• Task statement
Look through the lines below and copy each one that includes "roads".

• Record set
········
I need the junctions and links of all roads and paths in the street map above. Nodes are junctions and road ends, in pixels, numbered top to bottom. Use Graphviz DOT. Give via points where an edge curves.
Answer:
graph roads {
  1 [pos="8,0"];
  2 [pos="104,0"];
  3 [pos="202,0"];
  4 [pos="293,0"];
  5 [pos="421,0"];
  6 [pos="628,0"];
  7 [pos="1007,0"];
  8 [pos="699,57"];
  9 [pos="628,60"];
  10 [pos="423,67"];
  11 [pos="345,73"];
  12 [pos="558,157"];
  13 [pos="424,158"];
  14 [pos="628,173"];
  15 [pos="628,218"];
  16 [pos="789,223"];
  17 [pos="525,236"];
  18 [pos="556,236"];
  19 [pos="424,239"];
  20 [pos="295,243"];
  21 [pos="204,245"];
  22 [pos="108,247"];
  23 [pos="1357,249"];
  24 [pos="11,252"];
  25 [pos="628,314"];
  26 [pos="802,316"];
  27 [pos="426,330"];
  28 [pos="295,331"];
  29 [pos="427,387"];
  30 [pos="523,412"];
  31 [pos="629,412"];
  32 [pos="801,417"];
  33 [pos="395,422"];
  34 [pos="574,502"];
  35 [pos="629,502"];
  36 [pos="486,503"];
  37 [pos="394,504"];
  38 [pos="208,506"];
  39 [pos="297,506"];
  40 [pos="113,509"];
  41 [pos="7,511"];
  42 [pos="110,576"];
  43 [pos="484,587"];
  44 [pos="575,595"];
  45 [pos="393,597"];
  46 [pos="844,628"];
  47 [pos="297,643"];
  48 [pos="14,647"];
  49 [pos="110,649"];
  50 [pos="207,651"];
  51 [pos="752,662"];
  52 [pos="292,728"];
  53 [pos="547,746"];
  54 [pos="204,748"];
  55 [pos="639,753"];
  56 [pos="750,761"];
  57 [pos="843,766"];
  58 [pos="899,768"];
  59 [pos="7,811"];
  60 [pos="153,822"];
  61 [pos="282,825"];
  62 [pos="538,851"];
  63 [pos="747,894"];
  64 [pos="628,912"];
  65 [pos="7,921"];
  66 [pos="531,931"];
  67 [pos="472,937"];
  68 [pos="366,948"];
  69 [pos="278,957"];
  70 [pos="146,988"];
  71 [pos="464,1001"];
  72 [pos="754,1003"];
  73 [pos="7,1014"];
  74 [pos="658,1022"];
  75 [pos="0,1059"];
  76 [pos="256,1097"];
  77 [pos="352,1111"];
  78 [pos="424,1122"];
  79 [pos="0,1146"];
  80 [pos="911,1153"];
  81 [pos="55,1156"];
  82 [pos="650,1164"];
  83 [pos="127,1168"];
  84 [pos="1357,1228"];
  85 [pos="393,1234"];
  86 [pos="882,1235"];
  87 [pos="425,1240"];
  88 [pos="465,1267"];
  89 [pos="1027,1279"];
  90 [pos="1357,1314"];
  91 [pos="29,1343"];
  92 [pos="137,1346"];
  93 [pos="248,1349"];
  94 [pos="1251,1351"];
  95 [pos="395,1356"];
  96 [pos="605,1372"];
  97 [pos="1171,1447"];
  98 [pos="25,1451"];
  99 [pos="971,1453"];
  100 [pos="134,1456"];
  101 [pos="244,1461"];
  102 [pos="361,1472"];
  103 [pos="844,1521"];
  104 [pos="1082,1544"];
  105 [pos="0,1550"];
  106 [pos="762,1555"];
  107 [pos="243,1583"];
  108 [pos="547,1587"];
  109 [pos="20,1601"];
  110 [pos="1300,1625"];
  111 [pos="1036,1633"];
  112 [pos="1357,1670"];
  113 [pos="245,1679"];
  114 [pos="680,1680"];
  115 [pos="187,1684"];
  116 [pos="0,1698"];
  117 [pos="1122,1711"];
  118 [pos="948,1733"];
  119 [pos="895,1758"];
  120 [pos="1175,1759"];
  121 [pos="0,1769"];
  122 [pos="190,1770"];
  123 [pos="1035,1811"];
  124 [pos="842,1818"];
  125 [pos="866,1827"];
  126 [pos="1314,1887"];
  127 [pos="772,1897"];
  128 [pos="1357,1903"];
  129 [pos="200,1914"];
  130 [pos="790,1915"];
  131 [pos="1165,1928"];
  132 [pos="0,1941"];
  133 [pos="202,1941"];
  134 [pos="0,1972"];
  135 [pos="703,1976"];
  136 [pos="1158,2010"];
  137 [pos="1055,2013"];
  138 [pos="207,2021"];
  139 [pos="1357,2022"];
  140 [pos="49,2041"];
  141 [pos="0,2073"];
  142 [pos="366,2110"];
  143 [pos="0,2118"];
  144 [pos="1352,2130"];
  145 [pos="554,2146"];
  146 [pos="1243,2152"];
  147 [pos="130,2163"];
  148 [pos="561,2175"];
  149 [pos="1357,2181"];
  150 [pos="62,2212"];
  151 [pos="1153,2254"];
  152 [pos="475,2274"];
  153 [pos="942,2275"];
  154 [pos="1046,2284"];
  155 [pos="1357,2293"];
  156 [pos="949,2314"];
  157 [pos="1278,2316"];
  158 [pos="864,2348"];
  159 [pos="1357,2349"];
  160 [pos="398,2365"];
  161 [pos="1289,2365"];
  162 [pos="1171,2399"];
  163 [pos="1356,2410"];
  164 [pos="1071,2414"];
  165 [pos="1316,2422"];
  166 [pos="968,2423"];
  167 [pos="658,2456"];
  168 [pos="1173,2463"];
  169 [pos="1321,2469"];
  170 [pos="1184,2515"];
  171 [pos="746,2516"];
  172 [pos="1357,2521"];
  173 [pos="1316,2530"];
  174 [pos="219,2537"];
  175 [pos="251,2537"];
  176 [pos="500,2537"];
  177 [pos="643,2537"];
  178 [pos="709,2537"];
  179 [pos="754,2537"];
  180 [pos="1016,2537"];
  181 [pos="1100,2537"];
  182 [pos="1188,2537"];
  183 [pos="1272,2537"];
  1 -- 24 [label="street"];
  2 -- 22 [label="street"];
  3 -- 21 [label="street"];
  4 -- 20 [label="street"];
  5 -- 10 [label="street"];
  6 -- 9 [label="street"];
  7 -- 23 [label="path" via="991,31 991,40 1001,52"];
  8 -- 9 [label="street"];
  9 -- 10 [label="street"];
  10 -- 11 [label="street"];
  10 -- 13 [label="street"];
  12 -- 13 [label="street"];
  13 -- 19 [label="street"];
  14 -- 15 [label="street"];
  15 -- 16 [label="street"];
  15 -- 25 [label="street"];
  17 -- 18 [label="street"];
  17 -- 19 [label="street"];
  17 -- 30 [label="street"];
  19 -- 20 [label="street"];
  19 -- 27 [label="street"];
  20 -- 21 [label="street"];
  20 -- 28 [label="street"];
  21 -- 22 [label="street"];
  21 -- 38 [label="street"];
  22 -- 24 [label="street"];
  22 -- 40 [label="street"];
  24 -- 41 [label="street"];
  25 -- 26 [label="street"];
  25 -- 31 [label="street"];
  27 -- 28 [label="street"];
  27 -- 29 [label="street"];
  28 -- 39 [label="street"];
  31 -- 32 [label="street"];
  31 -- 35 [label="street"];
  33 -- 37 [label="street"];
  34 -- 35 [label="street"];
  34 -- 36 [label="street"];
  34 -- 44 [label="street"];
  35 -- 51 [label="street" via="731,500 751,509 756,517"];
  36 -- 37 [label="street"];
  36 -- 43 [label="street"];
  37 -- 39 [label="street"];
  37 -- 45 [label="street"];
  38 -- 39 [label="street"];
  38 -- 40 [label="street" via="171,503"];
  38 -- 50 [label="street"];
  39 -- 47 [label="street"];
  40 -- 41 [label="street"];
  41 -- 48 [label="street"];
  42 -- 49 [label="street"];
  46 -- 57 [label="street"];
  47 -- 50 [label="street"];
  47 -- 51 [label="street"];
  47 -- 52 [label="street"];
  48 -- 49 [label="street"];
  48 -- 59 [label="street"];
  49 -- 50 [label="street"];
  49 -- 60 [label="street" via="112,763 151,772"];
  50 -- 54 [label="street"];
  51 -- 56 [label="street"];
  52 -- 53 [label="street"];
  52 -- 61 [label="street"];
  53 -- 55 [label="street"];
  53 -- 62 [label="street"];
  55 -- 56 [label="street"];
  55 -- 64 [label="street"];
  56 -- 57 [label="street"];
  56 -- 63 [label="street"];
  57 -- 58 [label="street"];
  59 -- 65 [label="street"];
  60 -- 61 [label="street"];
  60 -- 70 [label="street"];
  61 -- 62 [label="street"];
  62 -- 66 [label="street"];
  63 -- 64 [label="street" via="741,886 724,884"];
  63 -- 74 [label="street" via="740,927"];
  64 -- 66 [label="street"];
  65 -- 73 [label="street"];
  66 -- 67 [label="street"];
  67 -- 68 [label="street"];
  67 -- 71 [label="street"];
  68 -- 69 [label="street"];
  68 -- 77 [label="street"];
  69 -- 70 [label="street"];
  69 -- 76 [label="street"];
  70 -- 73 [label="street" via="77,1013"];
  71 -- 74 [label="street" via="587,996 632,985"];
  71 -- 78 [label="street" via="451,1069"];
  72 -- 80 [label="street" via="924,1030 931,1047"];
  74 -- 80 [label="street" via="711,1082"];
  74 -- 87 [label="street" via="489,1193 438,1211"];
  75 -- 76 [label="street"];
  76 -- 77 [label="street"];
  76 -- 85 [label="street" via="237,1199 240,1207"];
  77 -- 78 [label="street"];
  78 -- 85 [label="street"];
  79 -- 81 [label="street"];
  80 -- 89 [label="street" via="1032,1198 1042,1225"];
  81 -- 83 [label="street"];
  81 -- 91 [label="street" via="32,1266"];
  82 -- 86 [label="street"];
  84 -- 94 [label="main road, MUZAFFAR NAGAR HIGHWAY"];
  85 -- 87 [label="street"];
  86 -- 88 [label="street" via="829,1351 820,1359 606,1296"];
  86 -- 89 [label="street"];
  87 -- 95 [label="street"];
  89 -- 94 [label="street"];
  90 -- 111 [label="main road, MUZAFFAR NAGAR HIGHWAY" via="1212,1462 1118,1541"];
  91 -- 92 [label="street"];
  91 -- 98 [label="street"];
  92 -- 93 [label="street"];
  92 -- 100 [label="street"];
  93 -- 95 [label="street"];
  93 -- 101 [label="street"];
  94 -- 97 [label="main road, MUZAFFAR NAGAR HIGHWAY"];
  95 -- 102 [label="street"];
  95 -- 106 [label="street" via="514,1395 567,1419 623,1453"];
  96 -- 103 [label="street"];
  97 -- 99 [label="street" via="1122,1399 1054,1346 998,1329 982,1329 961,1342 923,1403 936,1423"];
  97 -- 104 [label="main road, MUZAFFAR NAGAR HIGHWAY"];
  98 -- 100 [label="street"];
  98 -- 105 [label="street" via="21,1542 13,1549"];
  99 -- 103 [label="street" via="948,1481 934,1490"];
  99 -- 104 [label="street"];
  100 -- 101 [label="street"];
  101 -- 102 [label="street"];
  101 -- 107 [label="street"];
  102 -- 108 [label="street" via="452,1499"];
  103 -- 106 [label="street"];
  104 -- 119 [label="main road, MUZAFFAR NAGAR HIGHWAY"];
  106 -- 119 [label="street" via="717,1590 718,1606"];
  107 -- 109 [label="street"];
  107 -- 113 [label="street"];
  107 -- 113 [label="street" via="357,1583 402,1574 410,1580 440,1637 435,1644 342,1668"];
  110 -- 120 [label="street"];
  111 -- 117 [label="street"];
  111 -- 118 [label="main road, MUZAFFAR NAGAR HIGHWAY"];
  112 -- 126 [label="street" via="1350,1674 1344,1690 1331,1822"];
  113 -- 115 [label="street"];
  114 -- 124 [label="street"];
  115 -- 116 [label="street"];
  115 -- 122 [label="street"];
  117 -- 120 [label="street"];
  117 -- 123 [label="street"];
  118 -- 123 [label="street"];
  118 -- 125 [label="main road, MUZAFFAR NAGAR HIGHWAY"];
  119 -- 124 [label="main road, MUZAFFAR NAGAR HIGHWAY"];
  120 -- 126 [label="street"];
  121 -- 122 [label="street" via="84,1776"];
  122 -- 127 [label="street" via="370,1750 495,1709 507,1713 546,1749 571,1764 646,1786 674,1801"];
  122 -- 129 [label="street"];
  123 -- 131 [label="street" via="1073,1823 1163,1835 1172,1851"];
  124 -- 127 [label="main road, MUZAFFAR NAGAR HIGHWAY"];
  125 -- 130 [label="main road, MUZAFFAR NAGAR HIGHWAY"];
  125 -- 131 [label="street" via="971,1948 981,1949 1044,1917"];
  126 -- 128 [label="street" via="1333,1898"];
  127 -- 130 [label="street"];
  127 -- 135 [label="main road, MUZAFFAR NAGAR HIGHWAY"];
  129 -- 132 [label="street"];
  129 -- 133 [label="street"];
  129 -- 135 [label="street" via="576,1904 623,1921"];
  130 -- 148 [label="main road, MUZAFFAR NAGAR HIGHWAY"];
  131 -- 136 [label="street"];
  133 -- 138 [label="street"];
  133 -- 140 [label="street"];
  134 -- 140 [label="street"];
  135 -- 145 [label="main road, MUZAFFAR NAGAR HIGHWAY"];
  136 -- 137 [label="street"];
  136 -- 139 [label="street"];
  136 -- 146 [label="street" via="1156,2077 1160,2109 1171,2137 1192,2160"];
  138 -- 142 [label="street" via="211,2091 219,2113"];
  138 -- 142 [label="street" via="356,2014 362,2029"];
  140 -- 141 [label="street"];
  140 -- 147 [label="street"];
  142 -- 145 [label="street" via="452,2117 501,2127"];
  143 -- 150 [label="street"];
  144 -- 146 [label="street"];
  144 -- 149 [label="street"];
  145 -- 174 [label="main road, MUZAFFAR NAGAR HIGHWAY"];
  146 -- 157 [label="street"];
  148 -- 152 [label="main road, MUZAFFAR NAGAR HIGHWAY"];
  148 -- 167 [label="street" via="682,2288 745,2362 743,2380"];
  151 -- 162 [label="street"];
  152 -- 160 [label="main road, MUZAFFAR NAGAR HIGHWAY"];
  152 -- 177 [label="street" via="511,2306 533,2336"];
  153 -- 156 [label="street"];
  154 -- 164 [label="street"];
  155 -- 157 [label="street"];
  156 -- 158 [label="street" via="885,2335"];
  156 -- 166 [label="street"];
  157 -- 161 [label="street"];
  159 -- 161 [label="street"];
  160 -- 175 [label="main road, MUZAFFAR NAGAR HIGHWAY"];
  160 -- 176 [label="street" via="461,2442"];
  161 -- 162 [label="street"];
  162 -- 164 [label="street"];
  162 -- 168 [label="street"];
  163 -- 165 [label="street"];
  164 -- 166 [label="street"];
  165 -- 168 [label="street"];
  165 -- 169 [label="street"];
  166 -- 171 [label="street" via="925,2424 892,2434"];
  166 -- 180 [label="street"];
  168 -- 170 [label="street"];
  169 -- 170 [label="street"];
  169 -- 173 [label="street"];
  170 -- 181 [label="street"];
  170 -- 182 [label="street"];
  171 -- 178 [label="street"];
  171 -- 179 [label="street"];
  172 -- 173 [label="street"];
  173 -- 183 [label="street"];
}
········
• Expected output
I need the junctions and links of all roads and paths in the street map above. Nodes are junctions and road ends, in pixels, numbered top to bottom. Use Graphviz DOT. Give via points where an edge curves.
graph roads {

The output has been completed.